◆ What needs to be done
Report the count of lines holding "junctions" in the records, with no other words.

◆ Data extract
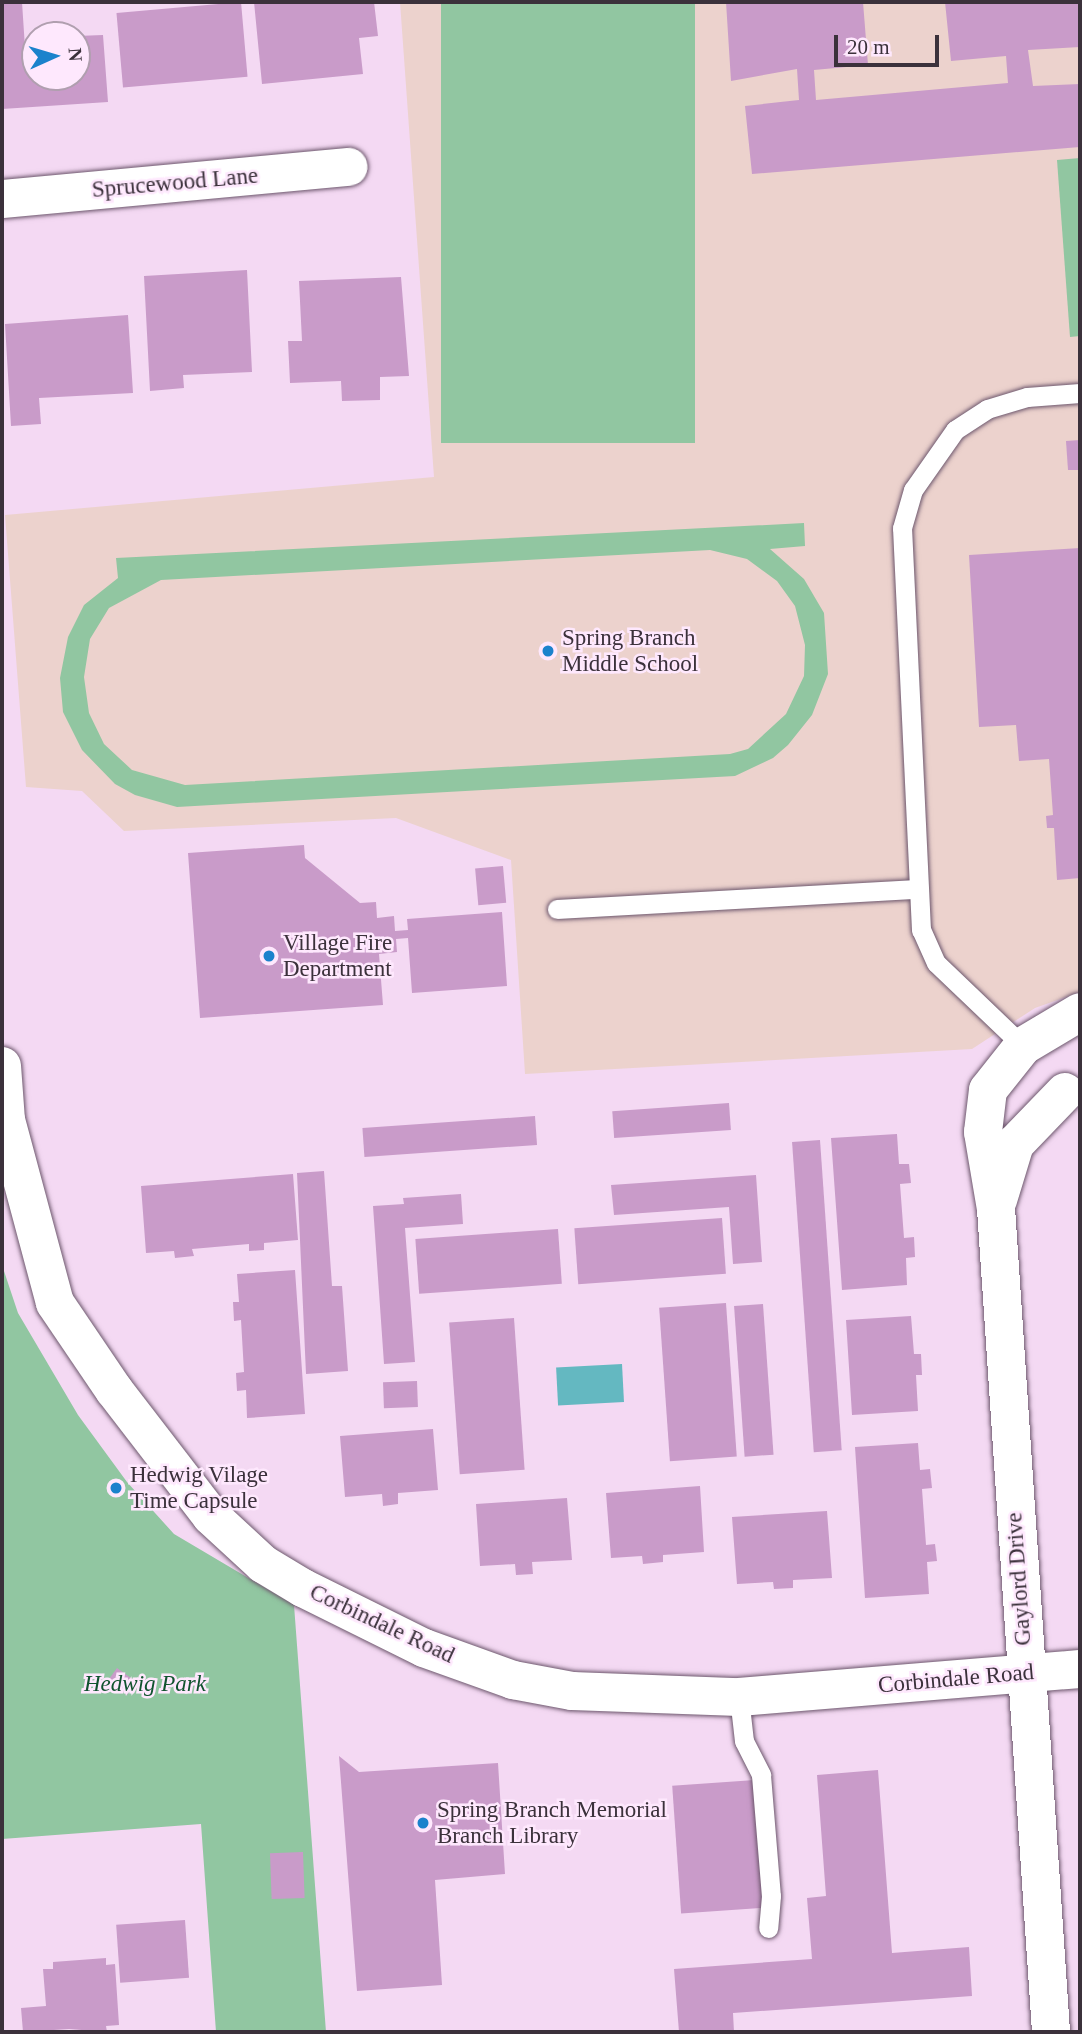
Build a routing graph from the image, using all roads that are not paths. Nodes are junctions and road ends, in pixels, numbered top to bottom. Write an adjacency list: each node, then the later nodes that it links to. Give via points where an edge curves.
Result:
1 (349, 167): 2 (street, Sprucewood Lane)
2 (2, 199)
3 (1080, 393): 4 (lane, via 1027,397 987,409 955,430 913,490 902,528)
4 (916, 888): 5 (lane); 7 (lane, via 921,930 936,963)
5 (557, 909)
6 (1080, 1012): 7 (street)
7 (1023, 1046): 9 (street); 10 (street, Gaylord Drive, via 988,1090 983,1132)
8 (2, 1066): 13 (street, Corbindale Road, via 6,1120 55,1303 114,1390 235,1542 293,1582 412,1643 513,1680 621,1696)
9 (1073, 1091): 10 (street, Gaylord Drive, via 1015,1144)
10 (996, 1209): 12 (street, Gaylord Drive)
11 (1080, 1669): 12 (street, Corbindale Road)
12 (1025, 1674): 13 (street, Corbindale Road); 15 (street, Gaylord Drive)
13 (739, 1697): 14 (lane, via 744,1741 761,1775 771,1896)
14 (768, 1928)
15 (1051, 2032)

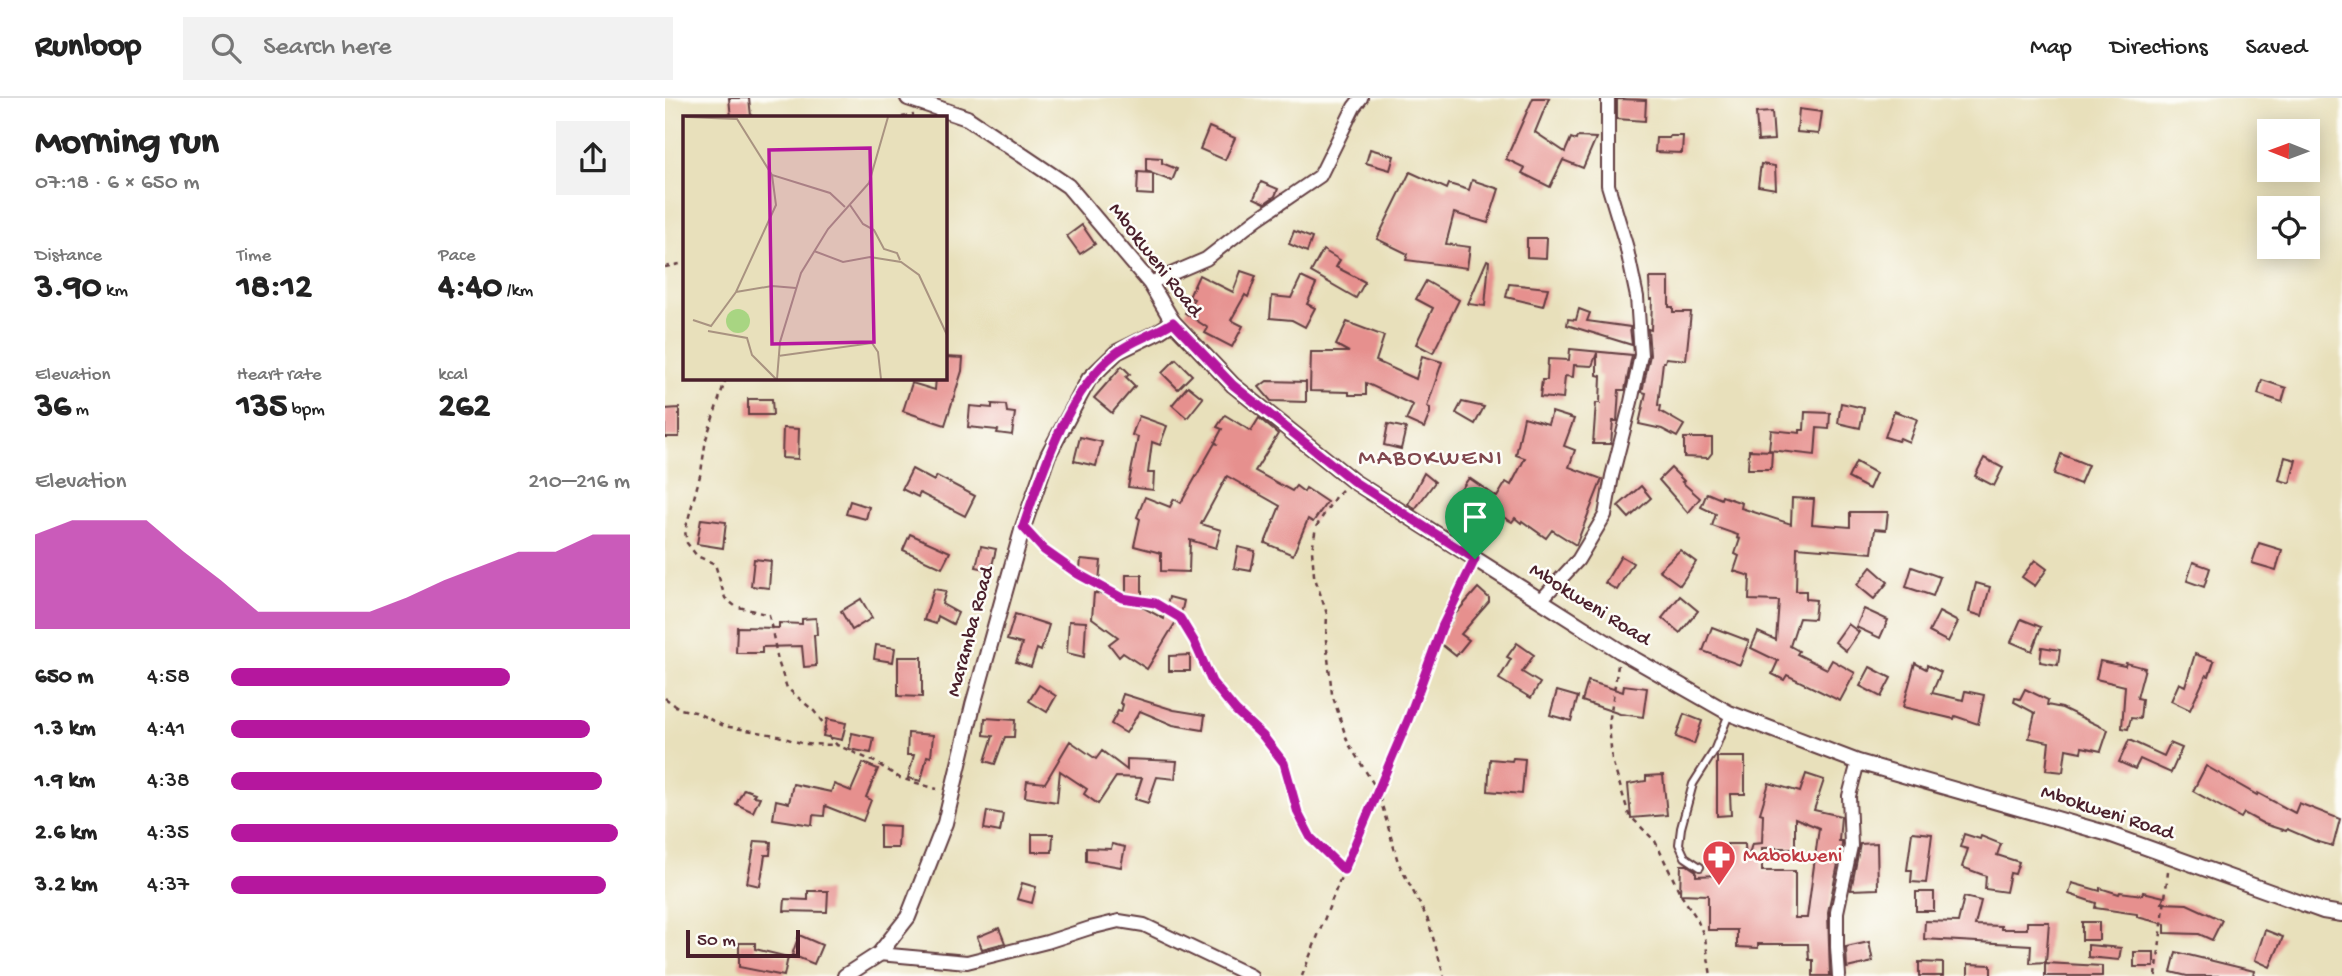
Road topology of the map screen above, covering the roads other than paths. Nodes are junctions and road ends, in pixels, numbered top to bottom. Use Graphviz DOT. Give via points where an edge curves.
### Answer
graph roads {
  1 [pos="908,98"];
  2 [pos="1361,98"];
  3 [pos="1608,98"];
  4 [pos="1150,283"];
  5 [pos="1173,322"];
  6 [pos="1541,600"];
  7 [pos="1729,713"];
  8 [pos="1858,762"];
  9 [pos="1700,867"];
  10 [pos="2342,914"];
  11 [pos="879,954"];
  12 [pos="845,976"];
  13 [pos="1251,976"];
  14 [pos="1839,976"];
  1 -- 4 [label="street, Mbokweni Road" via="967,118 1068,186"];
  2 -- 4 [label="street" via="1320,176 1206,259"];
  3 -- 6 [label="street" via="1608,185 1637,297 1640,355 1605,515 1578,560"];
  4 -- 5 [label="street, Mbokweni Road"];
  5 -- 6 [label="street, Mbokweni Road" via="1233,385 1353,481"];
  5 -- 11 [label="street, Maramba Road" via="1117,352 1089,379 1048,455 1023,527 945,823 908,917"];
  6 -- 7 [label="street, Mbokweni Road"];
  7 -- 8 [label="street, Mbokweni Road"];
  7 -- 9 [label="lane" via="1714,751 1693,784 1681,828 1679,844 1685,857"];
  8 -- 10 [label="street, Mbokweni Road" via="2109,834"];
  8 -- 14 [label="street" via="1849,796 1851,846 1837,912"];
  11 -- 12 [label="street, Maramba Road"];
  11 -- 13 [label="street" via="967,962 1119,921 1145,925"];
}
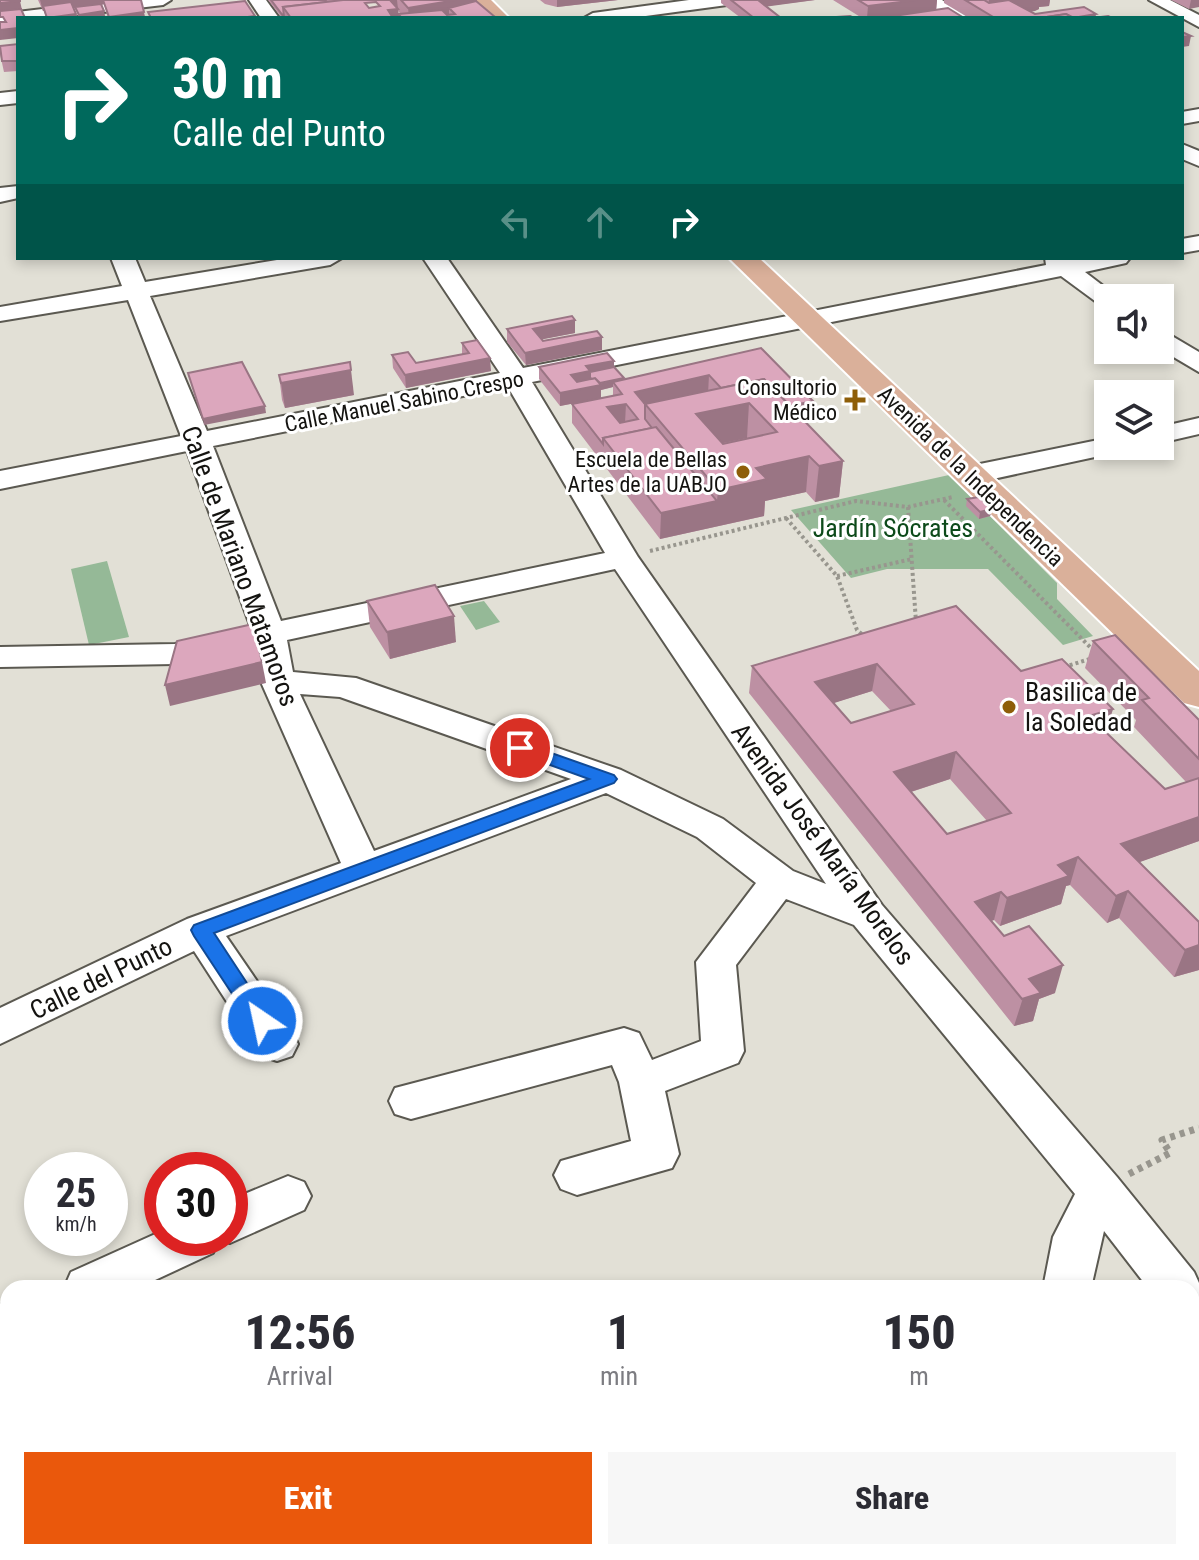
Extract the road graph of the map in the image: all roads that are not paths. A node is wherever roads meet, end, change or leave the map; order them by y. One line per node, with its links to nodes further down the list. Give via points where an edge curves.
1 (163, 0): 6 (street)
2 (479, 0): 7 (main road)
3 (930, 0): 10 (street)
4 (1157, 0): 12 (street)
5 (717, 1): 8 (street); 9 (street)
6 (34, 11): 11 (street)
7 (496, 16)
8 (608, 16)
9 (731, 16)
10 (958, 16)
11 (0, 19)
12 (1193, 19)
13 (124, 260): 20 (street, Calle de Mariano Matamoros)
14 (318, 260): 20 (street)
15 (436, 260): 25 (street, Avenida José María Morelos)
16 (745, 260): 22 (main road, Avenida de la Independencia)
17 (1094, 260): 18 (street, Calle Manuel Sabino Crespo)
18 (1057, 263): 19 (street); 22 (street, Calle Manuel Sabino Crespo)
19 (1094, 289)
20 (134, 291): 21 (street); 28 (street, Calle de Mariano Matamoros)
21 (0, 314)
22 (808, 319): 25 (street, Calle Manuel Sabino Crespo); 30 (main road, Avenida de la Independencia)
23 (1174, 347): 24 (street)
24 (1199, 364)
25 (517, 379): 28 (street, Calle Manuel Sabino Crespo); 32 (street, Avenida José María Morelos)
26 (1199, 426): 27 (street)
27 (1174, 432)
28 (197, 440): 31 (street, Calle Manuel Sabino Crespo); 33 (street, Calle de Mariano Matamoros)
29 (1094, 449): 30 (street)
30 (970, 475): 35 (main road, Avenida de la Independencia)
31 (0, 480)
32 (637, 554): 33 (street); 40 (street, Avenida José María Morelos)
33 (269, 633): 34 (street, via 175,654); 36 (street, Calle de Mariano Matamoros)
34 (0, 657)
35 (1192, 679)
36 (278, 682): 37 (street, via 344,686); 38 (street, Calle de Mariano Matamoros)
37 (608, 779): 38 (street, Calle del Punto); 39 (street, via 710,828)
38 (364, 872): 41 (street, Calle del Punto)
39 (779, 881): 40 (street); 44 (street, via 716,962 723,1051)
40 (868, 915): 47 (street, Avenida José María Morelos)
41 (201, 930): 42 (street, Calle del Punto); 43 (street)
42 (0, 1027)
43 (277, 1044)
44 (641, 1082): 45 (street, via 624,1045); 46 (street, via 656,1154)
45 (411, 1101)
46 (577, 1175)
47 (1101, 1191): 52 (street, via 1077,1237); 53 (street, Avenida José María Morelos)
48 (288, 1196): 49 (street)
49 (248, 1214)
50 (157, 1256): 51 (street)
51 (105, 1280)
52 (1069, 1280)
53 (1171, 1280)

◆ Answer section
2